Accident Details Tab

Use this tab to enter detailed information about the nature of the accident or illness.

Update this tab whenever an employee has been injured in a work-related accident, or reports an illness caused by working conditions.

Location

Field Description
Accident Occurred on Employer's Premises

Select this check box if the accident or illness occurred on the employer's premises.

Accident Occurred on State Property

Select check box if the accident or illness occurred on state property.
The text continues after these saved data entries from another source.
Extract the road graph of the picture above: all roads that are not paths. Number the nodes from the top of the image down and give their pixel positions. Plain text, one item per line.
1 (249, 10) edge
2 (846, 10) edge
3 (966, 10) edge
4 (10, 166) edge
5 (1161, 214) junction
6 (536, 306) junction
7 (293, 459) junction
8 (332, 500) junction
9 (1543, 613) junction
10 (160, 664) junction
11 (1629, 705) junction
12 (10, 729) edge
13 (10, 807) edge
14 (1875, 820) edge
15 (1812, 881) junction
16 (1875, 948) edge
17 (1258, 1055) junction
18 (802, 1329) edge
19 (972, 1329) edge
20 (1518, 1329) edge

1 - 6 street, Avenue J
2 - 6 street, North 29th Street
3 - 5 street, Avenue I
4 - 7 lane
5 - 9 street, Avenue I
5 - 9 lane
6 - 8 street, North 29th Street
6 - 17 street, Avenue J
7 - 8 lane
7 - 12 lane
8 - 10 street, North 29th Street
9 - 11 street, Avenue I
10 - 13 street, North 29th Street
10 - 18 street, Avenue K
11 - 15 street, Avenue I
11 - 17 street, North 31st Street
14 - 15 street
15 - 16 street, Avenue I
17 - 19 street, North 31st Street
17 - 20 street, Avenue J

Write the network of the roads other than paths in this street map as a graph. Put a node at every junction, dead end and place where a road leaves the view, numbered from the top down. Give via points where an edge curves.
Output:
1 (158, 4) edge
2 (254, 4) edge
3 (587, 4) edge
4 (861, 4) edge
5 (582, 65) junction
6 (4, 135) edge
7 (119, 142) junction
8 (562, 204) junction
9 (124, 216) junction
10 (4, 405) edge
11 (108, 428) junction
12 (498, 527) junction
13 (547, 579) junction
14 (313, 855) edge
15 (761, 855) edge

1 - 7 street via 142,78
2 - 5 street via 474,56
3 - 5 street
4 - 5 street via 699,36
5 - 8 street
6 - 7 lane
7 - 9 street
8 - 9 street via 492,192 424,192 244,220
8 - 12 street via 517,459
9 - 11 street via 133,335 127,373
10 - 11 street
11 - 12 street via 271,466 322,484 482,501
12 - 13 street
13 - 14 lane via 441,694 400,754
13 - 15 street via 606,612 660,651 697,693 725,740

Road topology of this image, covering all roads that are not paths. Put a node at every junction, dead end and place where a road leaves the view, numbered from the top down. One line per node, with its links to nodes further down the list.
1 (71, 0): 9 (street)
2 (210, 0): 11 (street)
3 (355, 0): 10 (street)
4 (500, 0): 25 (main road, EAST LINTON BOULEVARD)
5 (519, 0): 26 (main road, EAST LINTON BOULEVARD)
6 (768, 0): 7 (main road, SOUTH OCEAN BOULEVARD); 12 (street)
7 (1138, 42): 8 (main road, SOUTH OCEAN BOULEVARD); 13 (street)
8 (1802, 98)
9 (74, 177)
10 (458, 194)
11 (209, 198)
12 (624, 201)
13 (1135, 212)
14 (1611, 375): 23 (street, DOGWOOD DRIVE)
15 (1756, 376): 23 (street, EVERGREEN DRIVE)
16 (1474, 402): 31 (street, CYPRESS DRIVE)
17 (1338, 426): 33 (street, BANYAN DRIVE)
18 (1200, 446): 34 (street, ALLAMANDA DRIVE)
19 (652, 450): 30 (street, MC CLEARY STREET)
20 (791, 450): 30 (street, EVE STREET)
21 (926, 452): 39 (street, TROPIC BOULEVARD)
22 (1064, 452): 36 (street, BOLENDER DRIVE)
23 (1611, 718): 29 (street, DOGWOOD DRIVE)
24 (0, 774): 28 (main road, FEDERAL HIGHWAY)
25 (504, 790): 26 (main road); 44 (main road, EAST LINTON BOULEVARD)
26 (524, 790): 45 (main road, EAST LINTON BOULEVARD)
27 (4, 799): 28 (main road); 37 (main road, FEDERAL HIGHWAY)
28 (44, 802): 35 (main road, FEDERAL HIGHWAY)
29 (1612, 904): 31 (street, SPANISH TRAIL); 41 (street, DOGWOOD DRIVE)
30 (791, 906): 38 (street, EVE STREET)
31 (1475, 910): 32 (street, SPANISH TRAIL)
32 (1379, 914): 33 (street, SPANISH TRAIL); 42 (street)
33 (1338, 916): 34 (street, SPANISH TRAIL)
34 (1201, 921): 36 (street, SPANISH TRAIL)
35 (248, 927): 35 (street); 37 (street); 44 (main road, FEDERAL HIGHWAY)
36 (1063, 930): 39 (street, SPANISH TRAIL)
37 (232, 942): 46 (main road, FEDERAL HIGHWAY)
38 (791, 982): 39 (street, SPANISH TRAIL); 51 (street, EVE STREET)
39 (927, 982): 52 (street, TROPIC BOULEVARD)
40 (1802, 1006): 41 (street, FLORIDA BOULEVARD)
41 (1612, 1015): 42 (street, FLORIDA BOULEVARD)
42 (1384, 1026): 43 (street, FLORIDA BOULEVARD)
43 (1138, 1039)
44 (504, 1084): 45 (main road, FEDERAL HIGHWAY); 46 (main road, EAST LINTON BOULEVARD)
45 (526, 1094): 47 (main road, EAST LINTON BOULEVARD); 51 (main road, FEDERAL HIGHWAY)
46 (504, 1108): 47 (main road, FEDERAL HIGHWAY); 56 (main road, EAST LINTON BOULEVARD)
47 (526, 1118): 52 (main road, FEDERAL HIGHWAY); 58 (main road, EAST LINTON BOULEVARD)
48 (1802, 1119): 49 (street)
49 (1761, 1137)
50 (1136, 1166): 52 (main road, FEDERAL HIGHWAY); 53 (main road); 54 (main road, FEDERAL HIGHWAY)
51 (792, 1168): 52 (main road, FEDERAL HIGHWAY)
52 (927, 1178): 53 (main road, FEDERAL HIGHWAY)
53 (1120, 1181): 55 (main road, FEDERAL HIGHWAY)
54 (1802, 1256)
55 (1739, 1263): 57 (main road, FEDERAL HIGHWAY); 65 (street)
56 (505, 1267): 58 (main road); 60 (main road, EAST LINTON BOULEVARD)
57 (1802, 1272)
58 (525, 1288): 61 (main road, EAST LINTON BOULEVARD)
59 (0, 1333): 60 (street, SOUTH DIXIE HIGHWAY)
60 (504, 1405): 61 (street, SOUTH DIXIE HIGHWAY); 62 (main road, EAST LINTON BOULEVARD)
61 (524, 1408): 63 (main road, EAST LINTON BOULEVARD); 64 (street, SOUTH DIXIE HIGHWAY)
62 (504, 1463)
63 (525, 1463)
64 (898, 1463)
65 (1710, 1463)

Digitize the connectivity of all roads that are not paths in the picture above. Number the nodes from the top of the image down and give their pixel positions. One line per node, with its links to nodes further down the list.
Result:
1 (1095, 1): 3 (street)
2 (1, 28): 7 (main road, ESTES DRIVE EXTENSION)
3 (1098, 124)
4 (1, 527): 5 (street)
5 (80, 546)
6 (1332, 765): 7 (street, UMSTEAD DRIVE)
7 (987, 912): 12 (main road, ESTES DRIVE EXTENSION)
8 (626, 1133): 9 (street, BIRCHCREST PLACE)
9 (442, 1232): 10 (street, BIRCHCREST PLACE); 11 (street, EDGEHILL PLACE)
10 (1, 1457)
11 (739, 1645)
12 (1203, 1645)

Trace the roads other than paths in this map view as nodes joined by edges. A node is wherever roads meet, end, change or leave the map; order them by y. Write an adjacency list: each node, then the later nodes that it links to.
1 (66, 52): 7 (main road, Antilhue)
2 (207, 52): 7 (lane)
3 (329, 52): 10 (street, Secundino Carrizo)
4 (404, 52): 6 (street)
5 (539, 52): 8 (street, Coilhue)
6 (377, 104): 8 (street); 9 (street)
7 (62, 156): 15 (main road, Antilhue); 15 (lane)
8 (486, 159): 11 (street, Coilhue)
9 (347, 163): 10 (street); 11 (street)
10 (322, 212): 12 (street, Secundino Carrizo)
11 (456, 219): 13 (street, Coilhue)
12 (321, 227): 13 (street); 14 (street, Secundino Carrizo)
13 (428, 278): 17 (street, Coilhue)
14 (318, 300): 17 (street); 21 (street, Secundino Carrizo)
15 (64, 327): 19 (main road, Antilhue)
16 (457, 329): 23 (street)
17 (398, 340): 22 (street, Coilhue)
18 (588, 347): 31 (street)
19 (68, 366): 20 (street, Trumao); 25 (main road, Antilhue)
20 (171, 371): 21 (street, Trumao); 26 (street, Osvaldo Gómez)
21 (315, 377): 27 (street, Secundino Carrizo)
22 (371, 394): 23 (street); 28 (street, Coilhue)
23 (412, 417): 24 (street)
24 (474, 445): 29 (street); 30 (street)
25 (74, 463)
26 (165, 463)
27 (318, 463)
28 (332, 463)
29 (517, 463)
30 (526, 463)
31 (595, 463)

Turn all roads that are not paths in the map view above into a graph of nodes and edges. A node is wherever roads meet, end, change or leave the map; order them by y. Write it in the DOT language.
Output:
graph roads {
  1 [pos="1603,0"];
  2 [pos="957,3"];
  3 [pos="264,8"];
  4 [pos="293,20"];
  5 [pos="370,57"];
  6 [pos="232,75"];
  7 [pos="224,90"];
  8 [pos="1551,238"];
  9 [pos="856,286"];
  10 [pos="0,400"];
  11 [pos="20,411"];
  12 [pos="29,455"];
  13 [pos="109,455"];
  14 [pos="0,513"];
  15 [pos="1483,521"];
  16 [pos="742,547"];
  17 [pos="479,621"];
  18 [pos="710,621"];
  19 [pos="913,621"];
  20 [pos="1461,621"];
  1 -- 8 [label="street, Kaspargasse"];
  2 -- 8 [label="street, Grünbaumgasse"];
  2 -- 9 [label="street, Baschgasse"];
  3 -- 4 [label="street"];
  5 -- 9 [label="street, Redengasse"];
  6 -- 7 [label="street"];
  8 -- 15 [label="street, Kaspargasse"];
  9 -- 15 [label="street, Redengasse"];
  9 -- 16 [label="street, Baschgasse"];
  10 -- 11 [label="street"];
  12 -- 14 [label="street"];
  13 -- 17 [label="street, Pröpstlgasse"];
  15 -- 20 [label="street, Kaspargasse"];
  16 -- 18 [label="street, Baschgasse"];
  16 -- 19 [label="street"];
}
Street Address of Accident

Enter the street address or other location where the accident occurred. You can enter a maximum of 40 characters in this optional field.

City

Use this drop-down list to select whether the accident or illness occurred in a City or a Country. In the unlabeled field to the right, enter a maximum of 30 alphanumeric characters for the name of the city or country.

Reported To

Enter, or use to select, the ID number of the employee to whom this accident or illness was reported. Employee IDs are validated against the Employee table. The name of the employee is displayed in the unlabeled field to the right of the ID. This is a required field

Witness Employee

Enter, or use to select, the ID number of the employee, if any, who witnessed this accident or illness. Employee IDs are validated against the Employee table. The name of the employee is displayed in the unlabeled field to the right of the ID. This is an optional field.

Injury/Illness Information

Field Description
Machine, Tool, or Object Causing Injury or Illness

Enter a description of the machine, tool, or object that caused the employee's injury or illness. This is a required field.

Machine Part, Tool Part, etc.

Enter a description of the specific part of a machine, tool, and so on, that contributed to this employee's injury or illness. This is an optional field.

Safeguards Provided

Select this check box if safeguards were provided to reasonably protect against injury or illness.

Safeguards Utilized

Select this check box if safety equipment was being used or safeguards were being used or followed at the time of the accident or the onset of the illness.

Describe How Injury or Illness Occurred

Enter a description of how the injury or illness occurred. This is a required field.

Describe Nature of Injury or Illness

Enter a description of the injury or illness. Include the parts of the body that were affected and any machinery, tools, or objects involved. This is a required field.

Time

Field Description
Date of Injury/Onset of Illness

Enter the date, in MM/DD/YYYY format, on which the injury or illness occurred. This is a required field.

Time of Event

Enter the time, in HHMM format, at which the injury or illness occurred. For example, if an accident occurred at 11:02 a.m., enter "1102AM." Costpoint automatically inserts the colon between the 11 and the 02. This is a required field.

Date Reported

Enter the date, in MM/DD/YYYY format, on which the injury or illness was reported to the employer. This is a required field.

Date of Incapacity

Enter the date, in MM/DD/YYYY format, on which the employee became unable to work because of this injury or illness. This is an optional field.

Time of Incapacity

Enter the time, in HHMM format, at which the employee became unable to work because of this injury or illness. For example, if an accident occurred at 11:02 a.m., enter  "1102AM." Costpoint automatically inserts the colon between the 11 and the 02. This is an optional field.

Date of Death

If this injury or illness resulted in the employee's death, enter the date in MM/DD/YYYY format. This is an optional field.

Probable Length of Disability

Enter the amount of time this employee is expected to be disabled. Use the drop-down list to the right of this optional field to determine whether this amount represents days, months, or years.

Outcome Information

Use the options in this group box to enter data regarding the accident or illness.

Field Description
Employee Paid for Day of Injury

Select this check box if the employee was paid for the day on which the accident or illness occurred.

Employee Paid for Day Incapacitated

Select this check box if the employee was paid for the day on which he became unable to work.

Employee Has Returned to Work

Select this check box if the employee has returned to work.

Date Returned

If the employee has returned to work, enter the date of return in MM/DD/YYYY format. If the employee has not returned to work, leave this field blank. 

Wage Upon Return

If the employee has returned to work, enter the hourly rate that the employee was paid upon returning. If the employee has not returned to work, leave this field blank.